1. A downhole perforating tool comprising:

a first segment;

a second adjacent segment that is rotatable, wherein the first and second segments are coaxially aligned or eccentrically aligned;

an electrical contact disposed between the first and second segments; and

an insulating material disposed around the electrical contact.

2. The perforating tool of claim 1, wherein the electrical contact comprises a carbon brush.

3. The perforating tool of claim 1, wherein the second segment comprises a detonator.

4. The perforating tool of claim 1, wherein the electrical contact is attached to the first segment.

5. The perforating tool of claim 4, wherein each of the first and second segments comprises a disc, wherein an axis of rotation extends longitudinally through the discs.

6. The perforating tool of claim 5, wherein the second segment comprises a disc, the disc of the second segment including an embedded conductive surface.

7. The perforating tool of claim 6, wherein the embedded conductive surface comprises a ring, wherein the electrical contact is aligned to maintain contact with the ring upon rotation of the second segment.

8. The perforating tool of claim 7, wherein the electrical contact comprises an arc or a carbon brush.

9. A downhole perforating system comprising:

a gun body;

an adjacent segment that is rotatable within the gun body, wherein the segment and the gun body are concentrically positioned;

an electrical contact disposed between the segment and the gun body; and

an insulating material disposed around the electrical contact.

10. The downhole perforating system of claim 9, wherein segment is rotatable 360° relative to the gun body.

11. The downhole perforating system of claim 9, wherein the segment comprises a shaped charge.

12. The downhole perforating system of claim 9, wherein the segment comprises a detonator.

13. The downhole perforating system of claim 9, wherein the electrical contact comprises a carbon brush.

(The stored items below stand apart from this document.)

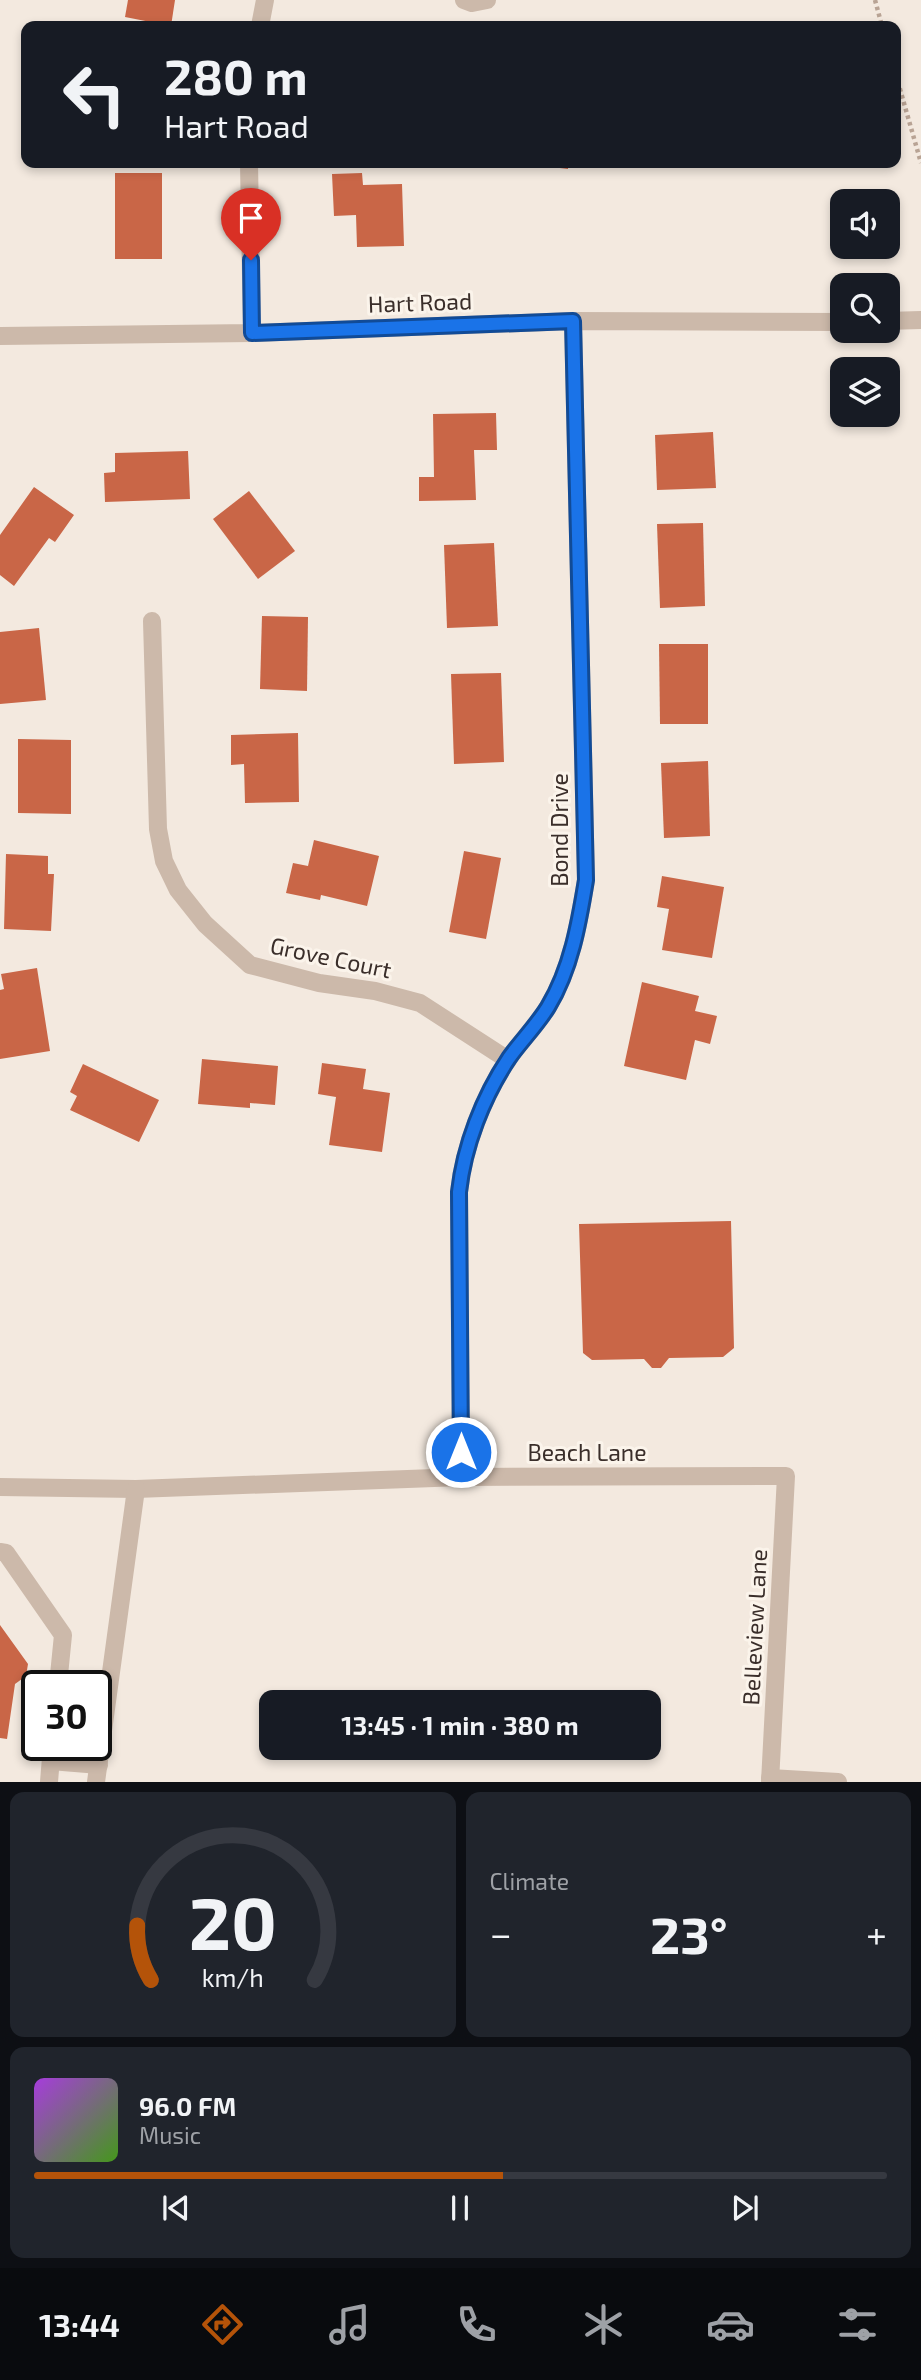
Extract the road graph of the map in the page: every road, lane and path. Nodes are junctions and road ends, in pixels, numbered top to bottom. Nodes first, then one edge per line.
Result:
1 (265, 0) edge
2 (464, 0) edge
3 (487, 0) edge
4 (875, 0) edge
5 (261, 21) edge
6 (881, 21) edge
7 (901, 93) edge
8 (921, 163) edge
9 (249, 168) edge
10 (921, 320) edge
11 (573, 321) junction
12 (900, 321) edge
13 (830, 322) edge
14 (252, 333) junction
15 (0, 336) edge
16 (152, 621) dead end
17 (508, 1060) junction
18 (786, 1476) joint
19 (461, 1477) junction
20 (0, 1487) edge
21 (136, 1489) junction
22 (0, 1552) edge
23 (60, 1670) edge
24 (51, 1761) edge
25 (70, 1761) edge
26 (98, 1773) edge
27 (770, 1780) edge
28 (49, 1782) edge
29 (838, 1782) edge

1 - 5 street
2 - 3 street
4 - 6 path
7 - 8 path
9 - 14 street
10 - 12 street
11 - 13 street, Hart Road
11 - 14 street, Hart Road
11 - 17 street, Bond Drive
14 - 15 street, Hart Road
16 - 17 street, Grove Court
17 - 19 street, Bond Drive
18 - 19 street, Beach Lane
18 - 27 street, Belleview Lane
19 - 21 street, Beach Lane
20 - 21 street, Beach Lane
21 - 26 street
22 - 23 street
24 - 28 street
25 - 26 street
27 - 29 street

14. The downhole perforating system of claim 9, wherein an axis of rotation of the segment extends in a direction of a longitudinal axis of the gun body.

15. The downhole perforating system of claim 9, wherein the segment comprises a charge tube, wherein the charge tube is configured to rotate during orientation of a shaped charge that is disposed within the charge tube.

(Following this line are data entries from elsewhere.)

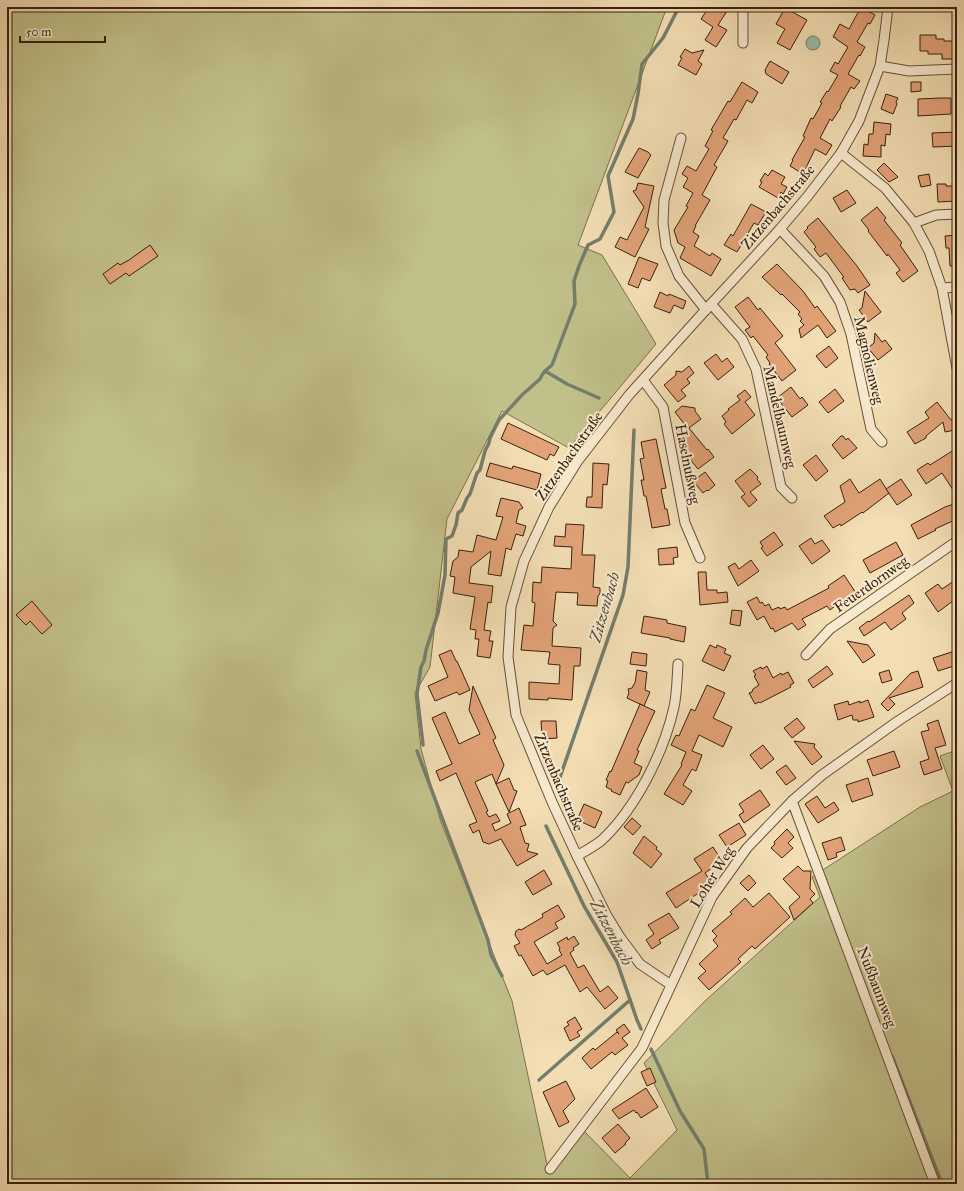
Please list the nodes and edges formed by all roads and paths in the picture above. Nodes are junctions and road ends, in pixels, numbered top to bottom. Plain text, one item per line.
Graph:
1 (744, 7) edge
2 (888, 7) edge
3 (743, 43) dead end
4 (880, 66) junction
5 (957, 70) edge
6 (681, 138) dead end
7 (841, 153) junction
8 (957, 214) edge
9 (914, 223) junction
10 (780, 229) junction
11 (957, 287) edge
12 (942, 288) junction
13 (708, 307) junction
14 (957, 368) edge
15 (643, 380) junction
16 (882, 442) dead end
17 (792, 498) dead end
18 (957, 541) edge
19 (700, 558) dead end
20 (806, 655) dead end
21 (678, 664) dead end
22 (957, 684) edge
23 (792, 801) junction
24 (577, 856) junction
25 (671, 985) junction
26 (550, 1169) dead end
27 (935, 1184) edge

1 - 3 street
2 - 4 street, Zitzenbachstraße
4 - 5 street
4 - 7 street, Zitzenbachstraße
6 - 13 street, Mandelbaumweg
7 - 9 street
7 - 10 street, Zitzenbachstraße
8 - 9 street
9 - 12 street
10 - 13 street, Zitzenbachstraße
10 - 16 street, Magnolienweg
11 - 12 street
12 - 14 street
13 - 15 street, Zitzenbachstraße
13 - 17 street, Mandelbaumweg
15 - 19 street, Haselnußweg
15 - 24 street, Zitzenbachstraße
18 - 20 street, Feuerdornweg
21 - 24 street
22 - 23 street, Loher Weg
23 - 25 street, Loher Weg
23 - 27 street, Nußbaumweg
24 - 25 street, Zitzenbachstraße
25 - 26 street, Loher Weg

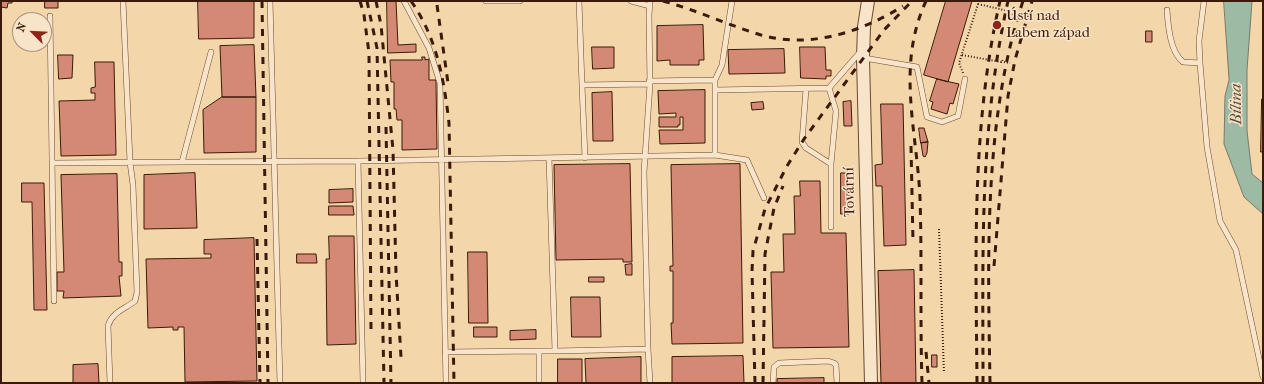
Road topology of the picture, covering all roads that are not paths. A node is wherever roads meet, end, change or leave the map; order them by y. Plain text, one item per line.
1 (123, 1) edge
2 (270, 1) edge
3 (404, 1) edge
4 (486, 1) edge
5 (520, 1) edge
6 (579, 1) edge
7 (631, 1) edge
8 (732, 1) edge
9 (868, 1) edge
10 (1204, 1) edge
11 (650, 3) edge
12 (1167, 10) dead end
13 (51, 52) edge
14 (211, 52) dead end
15 (863, 53) junction
16 (1200, 63) junction
17 (965, 79) road end
18 (715, 80) junction
19 (649, 82) junction
20 (582, 85) junction
21 (828, 88) junction
22 (806, 89) junction
23 (715, 90) junction
24 (715, 155) junction
25 (645, 156) junction
26 (548, 158) junction
27 (585, 158) junction
28 (442, 160) junction
29 (358, 161) junction
30 (130, 162) junction
31 (182, 162) junction
32 (274, 162) junction
33 (53, 163) junction
34 (831, 164) junction
35 (764, 198) dead end
36 (831, 227) dead end
37 (54, 300) dead end
38 (648, 349) junction
39 (538, 351) junction
40 (554, 351) junction
41 (445, 352) junction
42 (1263, 377) edge
43 (110, 383) edge
44 (280, 383) edge
45 (363, 383) edge
46 (446, 383) edge
47 (539, 383) edge
48 (650, 383) edge
49 (773, 383) edge
50 (837, 383) edge
51 (871, 383) edge

1 - 30 lane
2 - 32 lane
3 - 28 lane
4 - 5 lane
6 - 20 lane
7 - 11 lane
8 - 18 lane
9 - 15 street, Tovární
10 - 16 lane
11 - 19 lane
12 - 16 lane
13 - 33 lane
14 - 31 lane
15 - 17 lane
15 - 21 lane
15 - 51 street, Tovární
16 - 42 lane
18 - 19 lane
18 - 23 lane
19 - 20 lane
19 - 25 lane
20 - 27 lane
21 - 22 lane
21 - 34 lane
22 - 23 lane
22 - 34 lane
23 - 24 lane
24 - 25 lane
24 - 35 lane
25 - 27 lane
25 - 38 lane
26 - 27 lane
26 - 28 lane
26 - 40 lane
28 - 29 lane
28 - 41 lane
29 - 32 lane
29 - 45 lane
30 - 31 lane
30 - 33 lane
30 - 43 lane
31 - 32 lane
32 - 44 lane
33 - 37 lane
34 - 36 lane
38 - 40 lane
38 - 48 lane
39 - 40 lane
39 - 41 lane
39 - 47 lane
41 - 46 lane
49 - 50 lane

16. A method for electrically connecting internal components of a perforating tool, the method comprising:

disposing a perforating tool downhole, the perforating tool including a segment that is rotatable, wherein the segment is in electrical communication with an internal component of the perforating tool via an electrical contact and is disposed within a gun body of the perforating tool, wherein an insulating material is disposed around the electrical contact.

17. The method of claim 16, further comprising rotating the segment while maintaining electrical conductivity with the internal component, the internal component comprising a detonator, wherein the electrical contact is disposed between the detonator and the segment.

18. The method of claim 16, further comprising rotating the segment while maintaining electrical conductivity with the internal component, the internal component comprising a printed circuit board, wherein the electrical contact is disposed between the printed circuit board and the segment.

19. The method of claim 16, further comprising rotating the segment while maintaining electrical conductivity between the gun body and the segment, wherein the electrical contact is disposed between the gun body and the segment.

20. The method of claim 16, further comprising lubricating a conductive surface with a carbon brush during rotation of the segment, the electrical contact comprising the carbon brush.